### Problem statement
Repeat the data in full. No line may differ from the original.

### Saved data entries
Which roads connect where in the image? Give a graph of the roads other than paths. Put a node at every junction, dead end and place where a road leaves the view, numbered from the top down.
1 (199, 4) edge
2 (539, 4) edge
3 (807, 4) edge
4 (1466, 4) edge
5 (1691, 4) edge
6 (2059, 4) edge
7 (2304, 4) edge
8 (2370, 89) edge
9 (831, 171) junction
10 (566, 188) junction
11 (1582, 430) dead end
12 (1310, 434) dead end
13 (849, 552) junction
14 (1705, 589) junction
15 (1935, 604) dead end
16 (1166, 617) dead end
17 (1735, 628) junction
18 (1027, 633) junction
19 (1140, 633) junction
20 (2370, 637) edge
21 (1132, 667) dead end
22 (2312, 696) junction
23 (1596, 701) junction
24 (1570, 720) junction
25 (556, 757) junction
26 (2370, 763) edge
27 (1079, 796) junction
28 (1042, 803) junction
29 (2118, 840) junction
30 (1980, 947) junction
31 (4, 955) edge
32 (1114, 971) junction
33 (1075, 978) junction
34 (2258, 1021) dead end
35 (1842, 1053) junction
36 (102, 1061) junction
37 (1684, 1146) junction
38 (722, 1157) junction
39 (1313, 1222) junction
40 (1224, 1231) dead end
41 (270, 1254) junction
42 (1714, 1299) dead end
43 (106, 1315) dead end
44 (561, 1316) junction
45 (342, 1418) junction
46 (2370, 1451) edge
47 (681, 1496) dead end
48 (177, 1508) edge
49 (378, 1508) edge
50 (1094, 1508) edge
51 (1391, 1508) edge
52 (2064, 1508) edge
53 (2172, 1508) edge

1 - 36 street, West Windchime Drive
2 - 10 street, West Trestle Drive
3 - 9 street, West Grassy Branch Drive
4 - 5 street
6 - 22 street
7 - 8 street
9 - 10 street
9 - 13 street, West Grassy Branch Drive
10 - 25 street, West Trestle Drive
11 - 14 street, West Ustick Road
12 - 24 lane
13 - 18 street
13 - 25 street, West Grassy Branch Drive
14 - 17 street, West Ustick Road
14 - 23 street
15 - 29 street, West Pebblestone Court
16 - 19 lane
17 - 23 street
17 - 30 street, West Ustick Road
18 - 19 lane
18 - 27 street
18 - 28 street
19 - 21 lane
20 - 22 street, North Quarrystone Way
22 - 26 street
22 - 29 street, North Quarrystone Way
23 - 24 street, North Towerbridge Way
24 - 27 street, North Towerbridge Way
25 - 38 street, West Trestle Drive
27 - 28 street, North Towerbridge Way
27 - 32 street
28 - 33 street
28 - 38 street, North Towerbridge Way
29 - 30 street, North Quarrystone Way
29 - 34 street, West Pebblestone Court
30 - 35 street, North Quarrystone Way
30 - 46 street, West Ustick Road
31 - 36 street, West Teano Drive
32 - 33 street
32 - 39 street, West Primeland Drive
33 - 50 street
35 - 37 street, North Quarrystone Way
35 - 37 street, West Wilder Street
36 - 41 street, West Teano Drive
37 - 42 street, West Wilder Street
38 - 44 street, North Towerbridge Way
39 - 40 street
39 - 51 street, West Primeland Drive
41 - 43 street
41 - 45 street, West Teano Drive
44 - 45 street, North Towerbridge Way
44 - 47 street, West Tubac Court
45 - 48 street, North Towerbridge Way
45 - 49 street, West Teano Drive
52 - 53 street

### Answer to this problem
Which roads connect where in the image? Give a graph of the roads other than paths. Put a node at every junction, dead end and place where a road leaves the view, numbered from the top down.
1 (199, 4) edge
2 (539, 4) edge
3 (807, 4) edge
4 (1466, 4) edge
5 (1691, 4) edge
6 (2059, 4) edge
7 (2304, 4) edge
8 (2370, 89) edge
9 (831, 171) junction
10 (566, 188) junction
11 (1582, 430) dead end
12 (1310, 434) dead end
13 (849, 552) junction
14 (1705, 589) junction
15 (1935, 604) dead end
16 (1166, 617) dead end
17 (1735, 628) junction
18 (1027, 633) junction
19 (1140, 633) junction
20 (2370, 637) edge
21 (1132, 667) dead end
22 (2312, 696) junction
23 (1596, 701) junction
24 (1570, 720) junction
25 (556, 757) junction
26 (2370, 763) edge
27 (1079, 796) junction
28 (1042, 803) junction
29 (2118, 840) junction
30 (1980, 947) junction
31 (4, 955) edge
32 (1114, 971) junction
33 (1075, 978) junction
34 (2258, 1021) dead end
35 (1842, 1053) junction
36 (102, 1061) junction
37 (1684, 1146) junction
38 (722, 1157) junction
39 (1313, 1222) junction
40 (1224, 1231) dead end
41 (270, 1254) junction
42 (1714, 1299) dead end
43 (106, 1315) dead end
44 (561, 1316) junction
45 (342, 1418) junction
46 (2370, 1451) edge
47 (681, 1496) dead end
48 (177, 1508) edge
49 (378, 1508) edge
50 (1094, 1508) edge
51 (1391, 1508) edge
52 (2064, 1508) edge
53 (2172, 1508) edge

1 - 36 street, West Windchime Drive
2 - 10 street, West Trestle Drive
3 - 9 street, West Grassy Branch Drive
4 - 5 street
6 - 22 street
7 - 8 street
9 - 10 street
9 - 13 street, West Grassy Branch Drive
10 - 25 street, West Trestle Drive
11 - 14 street, West Ustick Road
12 - 24 lane
13 - 18 street
13 - 25 street, West Grassy Branch Drive
14 - 17 street, West Ustick Road
14 - 23 street
15 - 29 street, West Pebblestone Court
16 - 19 lane
17 - 23 street
17 - 30 street, West Ustick Road
18 - 19 lane
18 - 27 street
18 - 28 street
19 - 21 lane
20 - 22 street, North Quarrystone Way
22 - 26 street
22 - 29 street, North Quarrystone Way
23 - 24 street, North Towerbridge Way
24 - 27 street, North Towerbridge Way
25 - 38 street, West Trestle Drive
27 - 28 street, North Towerbridge Way
27 - 32 street
28 - 33 street
28 - 38 street, North Towerbridge Way
29 - 30 street, North Quarrystone Way
29 - 34 street, West Pebblestone Court
30 - 35 street, North Quarrystone Way
30 - 46 street, West Ustick Road
31 - 36 street, West Teano Drive
32 - 33 street
32 - 39 street, West Primeland Drive
33 - 50 street
35 - 37 street, North Quarrystone Way
35 - 37 street, West Wilder Street
36 - 41 street, West Teano Drive
37 - 42 street, West Wilder Street
38 - 44 street, North Towerbridge Way
39 - 40 street
39 - 51 street, West Primeland Drive
41 - 43 street
41 - 45 street, West Teano Drive
44 - 45 street, North Towerbridge Way
44 - 47 street, West Tubac Court
45 - 48 street, North Towerbridge Way
45 - 49 street, West Teano Drive
52 - 53 street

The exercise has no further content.